DAVIS, Calif. (KTXL) — City and police officials handed out free gun locks during the Farmer’s Market in Davis Saturday with the goal of preventing more violence in mind.

“Anything we can do to prevent more gun violence, I think is really good,” explained Mayor Lucas Frerich’s.

Davis residents that showed up to the booth were able to take home a free safety lock for their firearm.

“This helps you keep them safe, before anything. So that’s really the main reason,” said Terryl, a Davis gun owner.

The free giveaway follows the Davis City Council unanimously passing a gun ordinance during last week’s council meeting. It requires firearm owners to safely store their weapons at home, by either placing them in a locked container, or by using a firearm safety device.

“All of the accidental deaths that occur, pretty much every week you’re reading about young kid in the United States that picks up that unsecured gun and either injures themselves or someone else, and they’re just tragic,” said Chief Darren Pytel with the Davis Police Department.

Agencies that handed out the gun locks, wanted to make it clear that they weren’t trying to take away anyone’s right to own a firearm. They just want to make sure those who own one legally are responsible.

“So tragic, all these shootings that’re happening. And and especially about a month ago, after the shooting in Ulvalde, Texas at that school, I really wanted to see this item come forward, to the city council…. Frankly, the people in our community are very supportive,” said Mayor Frerichs.

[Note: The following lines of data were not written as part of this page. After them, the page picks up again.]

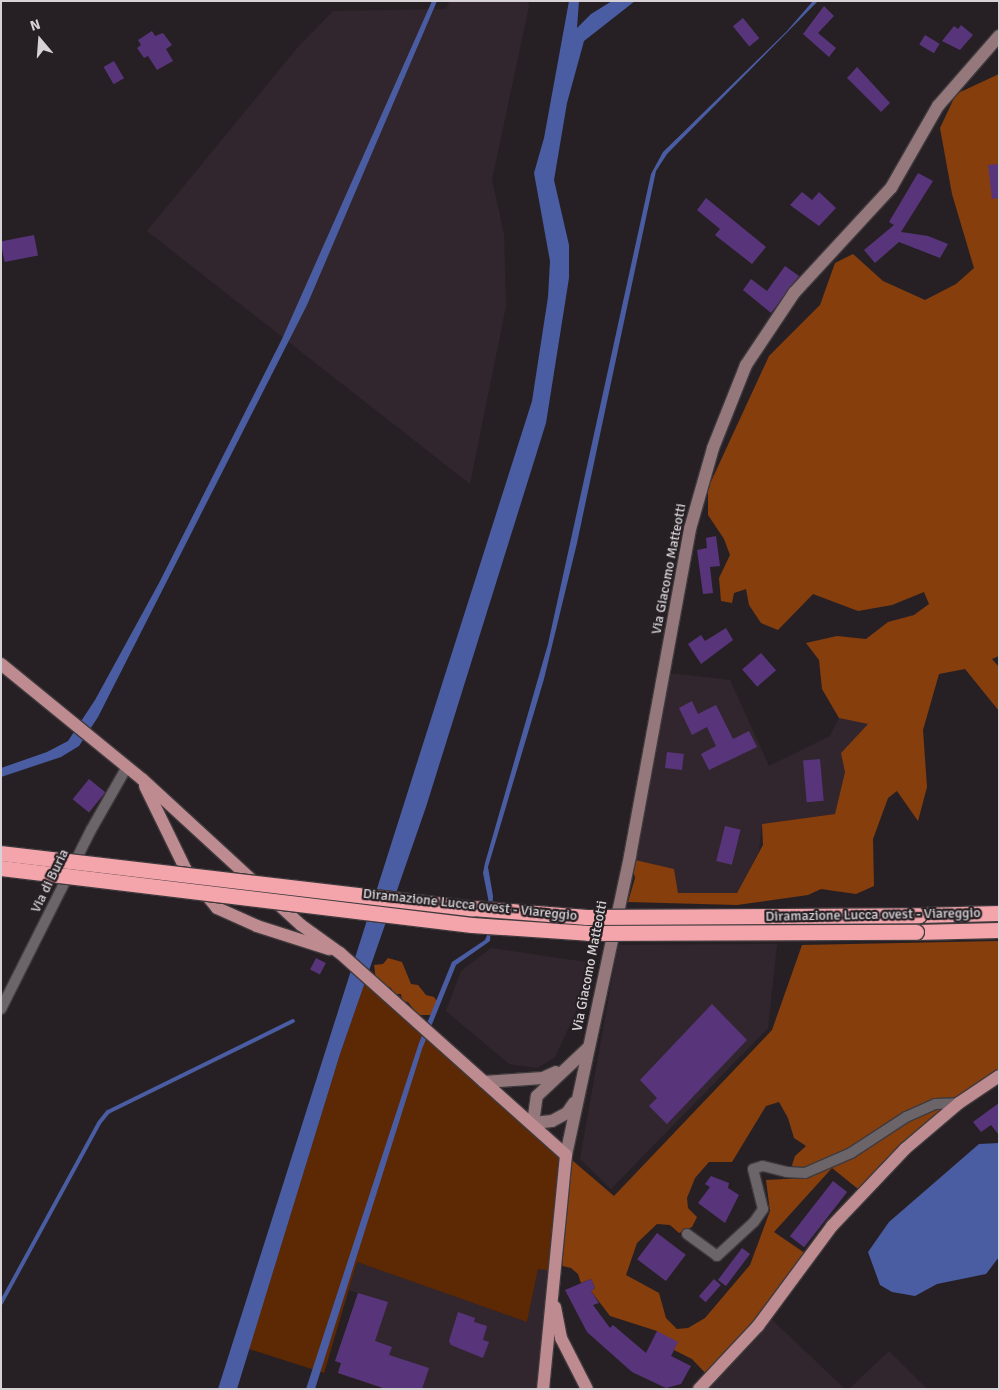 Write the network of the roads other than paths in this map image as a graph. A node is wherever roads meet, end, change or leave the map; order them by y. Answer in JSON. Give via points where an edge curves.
{"nodes":[{"id":1,"x":999,"y":36,"type":"edge"},
{"id":2,"x":1,"y":664,"type":"edge"},
{"id":3,"x":128,"y":767,"type":"junction"},
{"id":4,"x":142,"y":779,"type":"junction"},
{"id":5,"x":1,"y":853,"type":"edge"},
{"id":6,"x":1,"y":868,"type":"edge"},
{"id":7,"x":999,"y":913,"type":"edge"},
{"id":8,"x":999,"y":930,"type":"edge"},
{"id":9,"x":340,"y":953,"type":"junction"},
{"id":10,"x":1,"y":1009,"type":"edge"},
{"id":11,"x":589,"y":1047,"type":"junction"},
{"id":12,"x":565,"y":1068,"type":"junction"},
{"id":13,"x":999,"y":1076,"type":"edge"},
{"id":14,"x":484,"y":1082,"type":"junction"},
{"id":15,"x":575,"y":1100,"type":"junction"},
{"id":16,"x":959,"y":1103,"type":"junction"},
{"id":17,"x":533,"y":1123,"type":"junction"},
{"id":18,"x":566,"y":1155,"type":"junction"},
{"id":19,"x":687,"y":1234,"type":"dead end"},
{"id":20,"x":553,"y":1287,"type":"junction"},
{"id":21,"x":543,"y":1389,"type":"edge"},
{"id":22,"x":587,"y":1389,"type":"edge"},
{"id":23,"x":699,"y":1389,"type":"edge"}],
"edges":[{"from":1,"to":11,"type":"main road","name":"Via Giacomo Matteotti","via":[[938,106],[891,188],[794,293],[746,365],[713,448],[690,529],[630,856]]},
{"from":2,"to":3,"type":"main road"},
{"from":3,"to":4,"type":"main road"},
{"from":3,"to":10,"type":"street","name":"Via di Buria","via":[[91,830]]},
{"from":4,"to":9,"type":"main road","via":[[301,925]]},
{"from":4,"to":9,"type":"main road","via":[[186,870],[217,908],[257,926]]},
{"from":5,"to":7,"type":"highway","name":"Diramazione Lucca ovest - Viareggio","bridge":true,"via":[[463,907],[587,917]]},
{"from":6,"to":8,"type":"highway","name":"Diramazione Lucca ovest - Viareggio","bridge":true,"via":[[472,924],[579,932]]},
{"from":9,"to":14,"type":"main road"},
{"from":11,"to":12,"type":"main road","name":"Via Giacomo Matteotti"},
{"from":11,"to":15,"type":"main road","name":"Via Giacomo Matteotti"},
{"from":12,"to":14,"type":"main road","name":"Via Giacomo Matteotti","via":[[543,1078]]},
{"from":12,"to":17,"type":"main road","name":"Via Giacomo Matteotti","via":[[537,1096]]},
{"from":13,"to":16,"type":"main road"},
{"from":14,"to":17,"type":"main road"},
{"from":15,"to":17,"type":"main road","name":"Via Giacomo Matteotti","via":[[567,1113],[552,1121]]},
{"from":15,"to":18,"type":"main road","name":"Via Giacomo Matteotti"},
{"from":16,"to":19,"type":"street","via":[[935,1104],[906,1117],[851,1153],[805,1172],[780,1171],[763,1166],[754,1169],[763,1208],[754,1222],[717,1256]]},
{"from":16,"to":23,"type":"main road","via":[[905,1149],[833,1225],[758,1326]]},
{"from":17,"to":18,"type":"main road"},
{"from":18,"to":20,"type":"main road"},
{"from":20,"to":21,"type":"main road"},
{"from":20,"to":22,"type":"main road","via":[[561,1338]]}]}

Emily Ault was a kindergarten teacher when the tragic Columbine shooting occurred 22 years ago in Colorado. As the co-leader of the Yolo County Moms Demand Action, she volunteers, reaching out in her communities about the importance of gun safety. 

“It just really breaks your heart, as a teacher and as a mom. But then you realize doing this work that actually the mass shootings get all the news and the headlines. But everyday, we lose over 110 people to everyday gun violence,” said Ault.

110 deaths a day is a number this outreach program aims to reduce one weapon at a time.